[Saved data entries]
■ ■ ■ ■ ■

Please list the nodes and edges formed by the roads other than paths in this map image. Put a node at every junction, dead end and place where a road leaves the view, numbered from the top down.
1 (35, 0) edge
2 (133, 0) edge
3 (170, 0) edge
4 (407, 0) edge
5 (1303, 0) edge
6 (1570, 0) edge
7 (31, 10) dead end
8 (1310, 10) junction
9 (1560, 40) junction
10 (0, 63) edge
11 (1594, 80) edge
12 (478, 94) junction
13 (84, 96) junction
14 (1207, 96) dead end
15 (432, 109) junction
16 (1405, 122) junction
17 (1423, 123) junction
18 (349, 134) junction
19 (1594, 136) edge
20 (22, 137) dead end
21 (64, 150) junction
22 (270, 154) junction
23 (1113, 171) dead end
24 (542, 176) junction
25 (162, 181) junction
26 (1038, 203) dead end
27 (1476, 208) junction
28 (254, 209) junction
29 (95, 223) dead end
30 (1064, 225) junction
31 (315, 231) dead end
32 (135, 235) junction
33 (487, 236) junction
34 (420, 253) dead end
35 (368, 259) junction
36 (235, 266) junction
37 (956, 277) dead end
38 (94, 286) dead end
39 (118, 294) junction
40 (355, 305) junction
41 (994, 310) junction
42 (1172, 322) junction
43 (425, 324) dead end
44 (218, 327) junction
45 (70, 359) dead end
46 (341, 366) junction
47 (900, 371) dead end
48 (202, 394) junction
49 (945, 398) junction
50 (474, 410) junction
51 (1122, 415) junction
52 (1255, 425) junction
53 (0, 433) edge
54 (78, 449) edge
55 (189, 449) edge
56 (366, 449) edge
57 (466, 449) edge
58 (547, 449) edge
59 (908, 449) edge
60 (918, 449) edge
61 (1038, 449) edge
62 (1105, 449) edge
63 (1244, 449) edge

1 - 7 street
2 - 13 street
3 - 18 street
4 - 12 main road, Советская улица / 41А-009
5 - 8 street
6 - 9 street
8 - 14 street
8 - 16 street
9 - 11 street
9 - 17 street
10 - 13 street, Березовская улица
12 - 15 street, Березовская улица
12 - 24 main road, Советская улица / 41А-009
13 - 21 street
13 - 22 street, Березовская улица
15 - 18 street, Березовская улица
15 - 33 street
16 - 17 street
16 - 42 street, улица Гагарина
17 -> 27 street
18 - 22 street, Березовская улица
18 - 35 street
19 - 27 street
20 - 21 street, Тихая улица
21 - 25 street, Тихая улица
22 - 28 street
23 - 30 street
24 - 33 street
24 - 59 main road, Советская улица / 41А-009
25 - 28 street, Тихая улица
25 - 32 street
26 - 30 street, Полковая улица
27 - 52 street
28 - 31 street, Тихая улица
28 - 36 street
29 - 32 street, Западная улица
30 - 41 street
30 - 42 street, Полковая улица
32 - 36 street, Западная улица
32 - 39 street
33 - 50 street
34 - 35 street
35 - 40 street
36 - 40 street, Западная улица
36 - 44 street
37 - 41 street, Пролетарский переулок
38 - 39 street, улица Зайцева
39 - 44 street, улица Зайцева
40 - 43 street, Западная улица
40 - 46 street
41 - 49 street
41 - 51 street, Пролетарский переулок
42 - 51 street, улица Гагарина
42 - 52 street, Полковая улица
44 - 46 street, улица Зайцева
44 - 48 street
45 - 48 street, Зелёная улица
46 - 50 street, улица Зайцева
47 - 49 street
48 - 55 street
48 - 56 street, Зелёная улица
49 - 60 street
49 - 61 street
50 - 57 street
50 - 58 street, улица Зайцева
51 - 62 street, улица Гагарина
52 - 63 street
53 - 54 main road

■ ■ ■ ■ ■

▶ [Brief] All that is wanted is the number of lines in the records that include the string "Западная".

▶ [Solution for this problem] 4